Nominees for the award must be active in their community, produce livestock to the highest of animal care standards, and be dedicated to conservation and stewardship of their land.
The Wulfekuhles tick all of those boxes.
On the stewardship side, they partner with neighbors Curt and Cindy Gentz to grow 800 acres of corn and soybeans that cycle back to the farm as pig feed via their on-farm feed mill. Over the years, they created waterways, field boundaries, terraces and wetlands on those acres, and implemented cover cropping no-till and for strip-till practices.
On the animal health side, they’ve invested in strict biosecurity measures to keep the pigs as safe as possible.
Al, who sits on state and national pork boards and is chair of the national swine disease council, says swine health is the biggest challenge facing the industry.
“Iowa has 25 million pigs and three million people,” he says. “The challenge is that whenever you have a disease, it can spread quickly and easily from site to site. A lot of my work on the state and national boards has been to keep animals healthy and keep foreign animal disease out of the U.S., and if it does get here, to stamp it out when it spreads.
“We’ve seen the need for epi-tracing for pork. We want to be able to do it better and quicker than we do it on the human side,” he adds.
Al remembers a time when they would bring baby pigs to their kids’ classrooms and welcome busloads of visitors to the farm who would walk from barn to barn without changing their shoes. These days, anyone going into a barn is required to shower and change clothes. The herd itself is “closed,” which means the Wulfekuhles raise their own F1 females using semen rather than bringing live pigs–who could potentially carry diseases–onto the farm.
Pork producers have an obvious responsibility to their animals and land, but Al Wulfekuhle believes neighborliness starts with the farm’s relationship with its employees.
“You have to want to help them get ahead in life and be successful,” he says.
All of G&W Pork’s employees are shareholders, and most own buildings they lease to the company.
“We made the decision a long time ago to give shares of our pig operation to employees and I think that pride of ownership and loyalty is key. We’ve tried to help all our employees to get into ownership. It’s been rewarding, because I’ve seen some of our employees start from nothing and do really well.”

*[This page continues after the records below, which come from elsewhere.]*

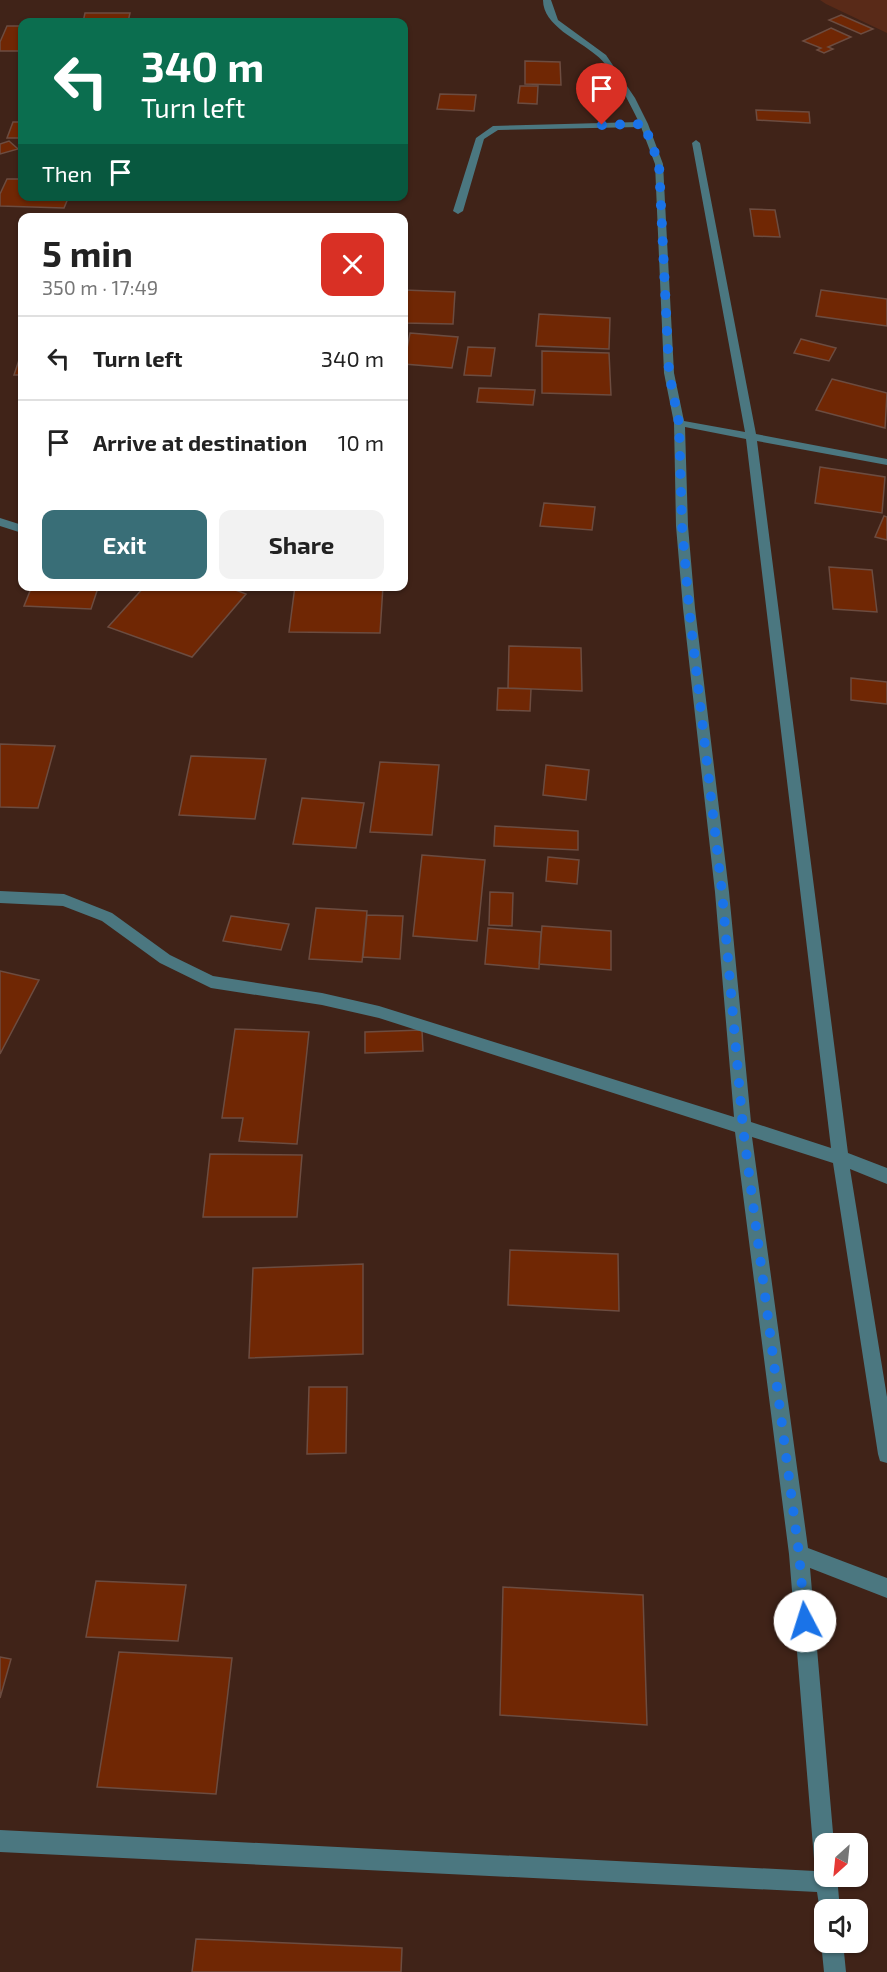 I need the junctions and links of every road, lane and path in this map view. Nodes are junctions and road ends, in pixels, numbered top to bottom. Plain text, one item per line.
1 (548, 0) edge
2 (644, 124) junction
3 (696, 143) dead end
4 (458, 211) dead end
5 (679, 423) junction
6 (752, 435) junction
7 (887, 462) edge
8 (0, 522) edge
9 (18, 528) edge
10 (0, 897) edge
11 (743, 1128) junction
12 (840, 1158) junction
13 (887, 1176) edge
14 (887, 1454) edge
15 (799, 1554) junction
16 (887, 1587) edge
17 (822, 1833) edge
18 (0, 1841) edge
19 (814, 1875) edge
20 (833, 1953) edge
21 (835, 1972) edge

1 - 2 street
2 - 4 street
2 - 5 street
3 - 6 street
5 - 6 street
5 - 11 street
6 - 7 street
6 - 12 street
8 - 9 street
10 - 11 street
11 - 12 street
11 - 15 street
12 - 13 street
12 - 14 street
15 - 16 street
15 - 17 street
18 - 19 street
20 - 21 street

The Wulfekuhles’ progressive approach to farming is not unique in their neighborhood. When Al and Kathy first started out, Al’s father helped him find a farm 32 miles from his own. Originally, the intention was to return to their home neighborhood, but before long the Winthrop area became home, and they never looked back.
These days, the Wulfekuhles’ neighbors, who are also independent producers, “follow each other a little bit,” says Al. “When one neighbor starts doing something, we all watch.

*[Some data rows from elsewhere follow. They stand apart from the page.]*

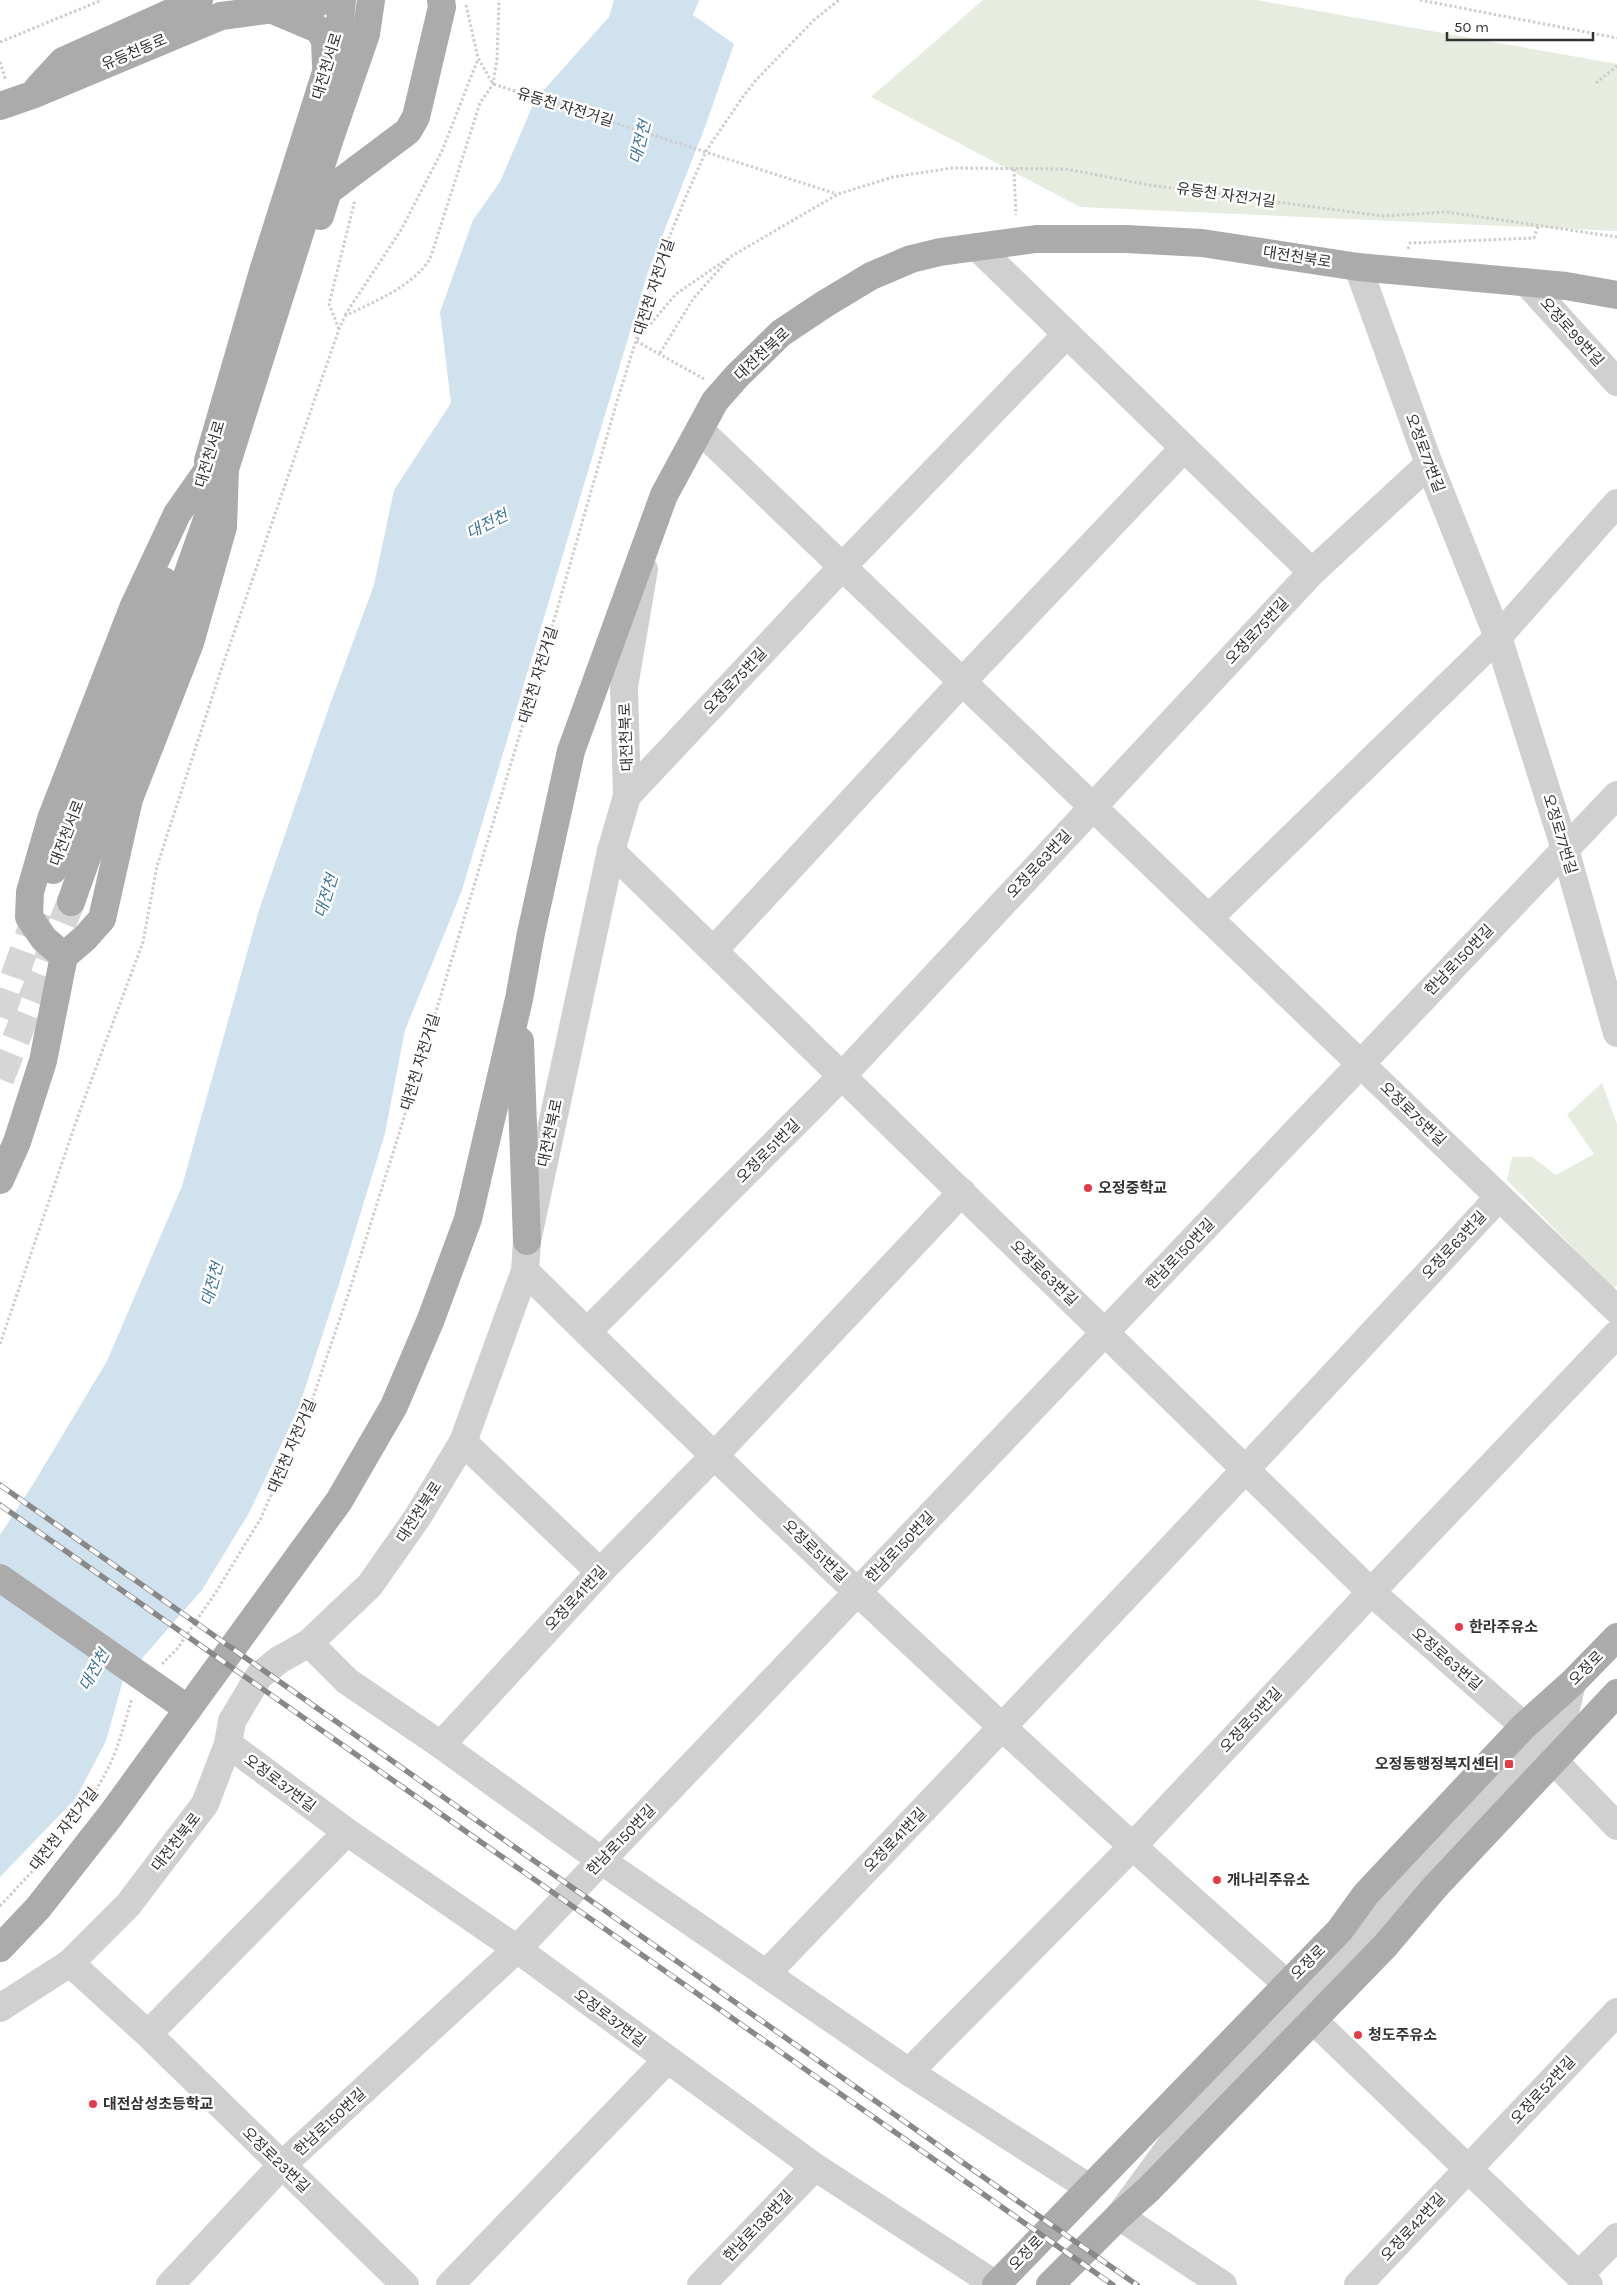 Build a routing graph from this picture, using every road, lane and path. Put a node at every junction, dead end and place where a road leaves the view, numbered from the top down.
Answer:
1 (102, 0) edge
2 (199, 0) edge
3 (324, 0) edge
4 (342, 0) edge
5 (371, 0) edge
6 (441, 0) edge
7 (465, 0) edge
8 (499, 0) edge
9 (838, 0) edge
10 (1420, 0) edge
11 (270, 8) junction
12 (1617, 38) edge
13 (0, 42) edge
14 (478, 58) junction
15 (1617, 66) edge
16 (326, 71) junction
17 (1596, 83) dead end
18 (492, 84) junction
19 (32, 95) junction
20 (0, 106) edge
21 (706, 151) junction
22 (1014, 168) junction
23 (357, 192) dead end
24 (838, 194) junction
25 (1016, 215) dead end
26 (1538, 226) junction
27 (1617, 237) edge
28 (976, 247) junction
29 (730, 257) junction
30 (1358, 267) junction
31 (1402, 271) junction
32 (1527, 283) junction
33 (1617, 285) edge
34 (1566, 286) junction
35 (1617, 295) edge
36 (345, 316) junction
37 (273, 322) junction
38 (339, 329) junction
39 (1067, 334) junction
40 (636, 341) junction
41 (660, 353) junction
42 (681, 365) dead end
43 (1617, 382) edge
44 (701, 431) junction
45 (1184, 448) junction
46 (1429, 464) junction
47 (215, 472) junction
48 (1617, 503) edge
49 (651, 532) junction
50 (842, 567) junction
51 (1312, 572) junction
52 (1498, 637) junction
53 (962, 682) junction
54 (1617, 795) edge
55 (627, 796) junction
56 (1092, 807) junction
57 (1565, 849) junction
58 (612, 851) junction
59 (43, 896) tunnel mouth
60 (71, 902) tunnel mouth
61 (1209, 918) junction
62 (714, 950) junction
63 (64, 956) junction
64 (519, 999) junction
65 (1617, 1033) edge
66 (1361, 1064) junction
67 (842, 1076) junction
68 (0, 1180) edge
69 (962, 1192) junction
70 (1499, 1196) junction
71 (527, 1241) junction
72 (524, 1271) junction
73 (1617, 1310) edge
74 (587, 1332) junction
75 (1105, 1332) junction
76 (1617, 1334) edge
77 (0, 1344) edge
78 (463, 1442) junction
79 (715, 1455) junction
80 (1246, 1470) junction
81 (600, 1572) junction
82 (0, 1578) edge
83 (858, 1592) junction
84 (1371, 1592) junction
85 (1617, 1637) edge
86 (309, 1643) junction
87 (142, 1678) junction
88 (1572, 1683) junction
89 (1617, 1693) edge
90 (188, 1709) junction
91 (1524, 1726) junction
92 (1003, 1728) junction
93 (228, 1744) junction
94 (441, 1745) junction
95 (1553, 1760) junction
96 (111, 1815) junction
97 (1617, 1826) edge
98 (347, 1832) junction
99 (1132, 1847) junction
100 (602, 1860) junction
101 (1435, 1887) junction
102 (0, 1906) edge
103 (1340, 1930) junction
104 (0, 1948) edge
105 (517, 1949) junction
106 (70, 1962) junction
107 (0, 1967) edge
108 (766, 1974) junction
109 (1287, 1984) junction
110 (0, 2008) edge
111 (1617, 2012) edge
112 (1314, 2020) junction
113 (148, 2034) junction
114 (667, 2060) junction
115 (909, 2072) junction
116 (282, 2166) junction
117 (815, 2167) junction
118 (1468, 2169) junction
119 (1088, 2187) junction
120 (1119, 2216) junction
121 (1617, 2237) edge
122 (1584, 2280) edge
123 (170, 2285) edge
124 (405, 2285) edge
125 (450, 2285) edge
126 (701, 2285) edge
127 (996, 2285) edge
128 (1050, 2285) edge
129 (1223, 2285) edge
130 (1358, 2285) edge

1 - 13 path
2 - 19 main road
3 - 11 main road, 유등천동로
4 - 16 main road, 대전천서로
5 - 37 main road
6 - 37 main road
7 - 14 path
8 - 18 path
9 - 21 path, 대전천 자전거길
10 - 12 path
11 - 16 main road
11 - 19 main road, 유등천동로
14 - 18 path
14 - 36 path
15 - 17 path
16 - 47 main road, 대전천서로
18 - 21 path, 유동천 자전거길
18 - 36 path
19 - 20 main road, 유등천동로
21 - 24 path, 유동천 자전거길
21 - 40 path, 대전천 자전거길
22 - 24 path, 유등천 자전거길
22 - 25 path
22 - 26 path, 유등천 자전거길
23 - 38 path
24 - 29 path, 유등천 자전거길
26 - 27 path, 유등천 자전거길
26 - 31 path
28 - 30 main road, 대전천북로
28 - 39 street
28 - 44 main road, 대전천북로
29 - 40 path
29 - 41 path
30 - 31 main road, 대전천북로
30 - 46 street, 오정로77번길
31 - 32 main road, 대전천북로
32 - 34 main road, 대전천북로
32 - 43 street, 오정로99번길
33 - 34 street
34 - 35 main road, 대전천북로
36 - 38 path
37 - 47 main road
38 - 77 path
39 - 45 street
39 - 50 street, 오정로75번길
40 - 41 path
40 - 87 path, 대전천 자전거길
41 - 42 path
44 - 49 main road, 대전천북로
44 - 50 street, 오정로75번길
45 - 51 street
45 - 53 street
46 - 51 street, 오정로75번길
46 - 52 street, 오정로77번길
47 - 59 main road, 대전천서로
47 - 60 main road
47 - 63 main road
47 - 63 main road
48 - 52 street
49 - 55 street, 대전천북로
49 - 64 main road
50 - 53 street, 오정로75번길
50 - 55 street, 오정로75번길
51 - 56 street, 오정로75번길
52 - 57 street, 오정로77번길
52 - 61 street
53 - 56 street, 오정로75번길
53 - 62 street
54 - 57 street, 한남로150번길
55 - 58 street, 대전천북로
56 - 61 street, 오정로75번길
56 - 67 street, 오정로63번길
57 - 65 street, 오정로77번길
57 - 66 street, 한남로150번길
58 - 62 street, 오정로63번길
58 - 71 street, 대전천북로
61 - 66 street, 오정로75번길
62 - 67 street, 오정로63번길
63 - 68 main road
64 - 71 main road
64 - 90 main road
66 - 70 street, 오정로75번길
66 - 75 street, 한남로150번길
67 - 69 street, 오정로63번길
67 - 74 street, 오정로51번길
69 - 75 street, 오정로63번길
69 - 79 street
70 - 73 street, 오정로75번길
70 - 80 street, 오정로63번길
71 - 72 street, 대전천북로
72 - 74 street, 오정로51번길
72 - 78 street, 대전천북로
74 - 79 street, 오정로51번길
75 - 80 street, 오정로63번길
75 - 83 street, 한남로150번길
76 - 84 street
78 - 81 street
78 - 86 street, 대전천북로
79 - 81 street, 오정로41번길
79 - 83 street, 오정로51번길
80 - 84 street, 오정로63번길
80 - 92 street
81 - 94 street, 오정로41번길
82 - 87 main road
83 - 92 street, 오정로51번길
83 - 100 street, 한남로150번길
84 - 91 street, 오정로63번길
84 - 99 street, 오정로51번길
85 - 88 main road, 오정로
86 - 93 street, 대전천북로
86 - 94 street
87 - 90 main road
87 - 102 path, 대전천 자전거길
88 - 91 main road, 오정로
88 - 103 street
89 - 95 main road
90 - 96 main road
91 - 103 main road, 오정로
92 - 99 street, 오정로51번길
92 - 108 street, 오정로41번길
93 - 98 street, 오정로37번길
93 - 106 street, 대전천북로
94 - 100 street
95 - 97 street
95 - 101 main road
96 - 104 main road
96 - 107 main road
98 - 105 street, 오정로37번길
98 - 113 street
99 - 109 street, 오정로51번길
99 - 115 street
100 - 105 street, 한남로150번길
100 - 108 street
101 - 112 main road
101 - 120 street
103 - 109 main road, 오정로
105 - 114 street, 오정로37번길
105 - 116 street, 한남로150번길
106 - 110 street, 대전천북로
106 - 113 street, 오정로23번길
108 - 115 street
109 - 119 main road, 오정로
111 - 118 street, 오정로52번길
112 - 118 street
112 - 120 main road
113 - 116 street, 오정로23번길
114 - 117 street, 오정로37번길
114 - 125 street
115 - 119 street
116 - 123 street, 한남로150번길
116 - 124 street, 오정로23번길
117 - 126 street, 한남로138번길
117 - 127 street, 오정로37번길
118 - 122 street
118 - 130 street, 오정로42번길
119 - 127 main road, 오정로
120 - 128 main road
120 - 129 street
121 - 122 street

“For example, some neighbors have been strip tilling for five to seven years, but in the last couple of years, most everyone in the neighborhood has changed from tilling to strip tilling and using cover crops. It’s been an interesting transformation.”
When you’re a pig farmer, neighborliness means making a concerted effort to build hog barns away from homes; in Iowa, setback regulations require it.
But there’s a lot that farmers can do voluntarily. Al’s father was very conservation-minded, he says, and influenced Al and Kathy’s decision to add sustainable infrastructure – like the terraces and wetlands – early.
“The land is gently rolling here, so we have some long slopes and you need to have waterways and field borders to make sure you control erosion and runoff,” he says.
The Wulfekuhles have made an effort to ensure their farm operates as a closed loop system: the pigs eat the crops that grow on-site, and the pigs’ manure gets recycled back to the land as fertilizer.
G&W Pork has worked with the same custom manure applicator, Hoefer Pumping, for 25 years.
“They do an excellent job for us, getting manure applied accurately and cleaning up around the sites when they’re done,” says Al. Everything gets knifed in with a minimal disturbance applicator.
The manure is tested before being applied at rates that comply with site specific management plans. In the past, the Wulfekuhles have used Corteva’s nitrogen calculator “Encirca” to attempt to monitor losses and only sidedress deficient areas. These days, they mostly rely on late spring N tests, says Al.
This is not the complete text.